South Nassau’s proposed consolidation arrives amid explosive growth in cancer services Islandwide.

Southside Hospital in Bay Shore opened its Imbert Cancer Center, a 46,000-square-foot facility, in October. Southside, a division of Northwell Health, transformed a former King Kullen supermarket at a cost of $46.5 million into the Imbert facility.

Starting in 2013, Northwell invested more than $175 million to expand cancer treatment services at its Cancer Institute, including an $84 million expansion in Lake Success.
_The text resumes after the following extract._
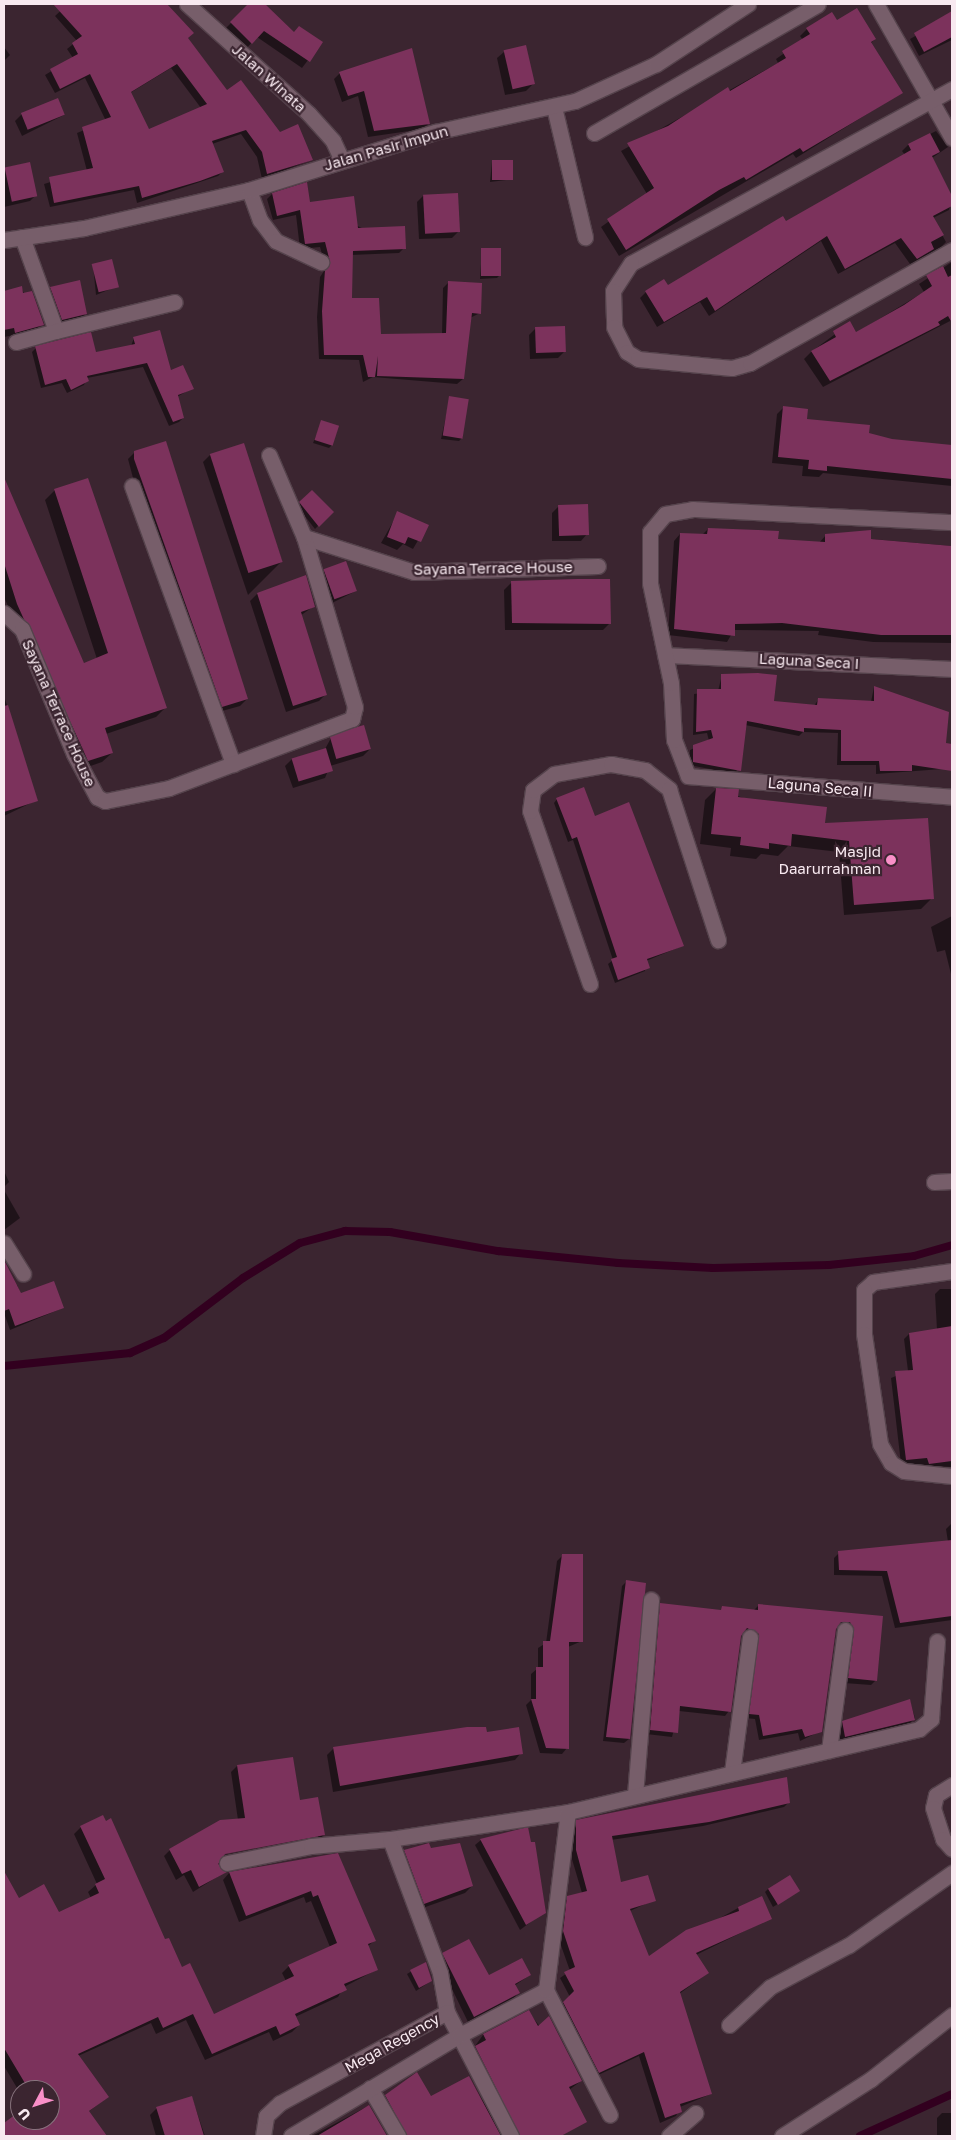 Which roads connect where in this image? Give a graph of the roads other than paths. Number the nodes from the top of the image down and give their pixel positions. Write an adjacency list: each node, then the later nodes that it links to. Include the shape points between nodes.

Memorial Sloan Kettering Cancer Center will build a $140 million outpatient treatment and research facility at Mitchel Field as part of the Nassau Coliseum project. Memorial already operates three facilities on Long Island — in Rockville Centre, Hauppauge and the Commack center, which recently underwent a major expansion.

Between 2006 and 2016, St. Francis, The Heart Center, expanded substantially into cancer treatment, and remodeled the nearby former headquarters of the Pall Corp. on Northern Boulevard in Roslyn into a 189,000-square-foot cancer center.

South Nassau Communities Hospital, however, has a special place in the hearts of the Feil family, owners of a real estate investment, development and management company in Manhattan.

“South Nassau is the Feil family’s community hospital, and we remain committed to supporting its mission of providing quality health care services to the South Shore communities of Nassau County,” said Jeffrey Feil, chief executive of the Feil Organization.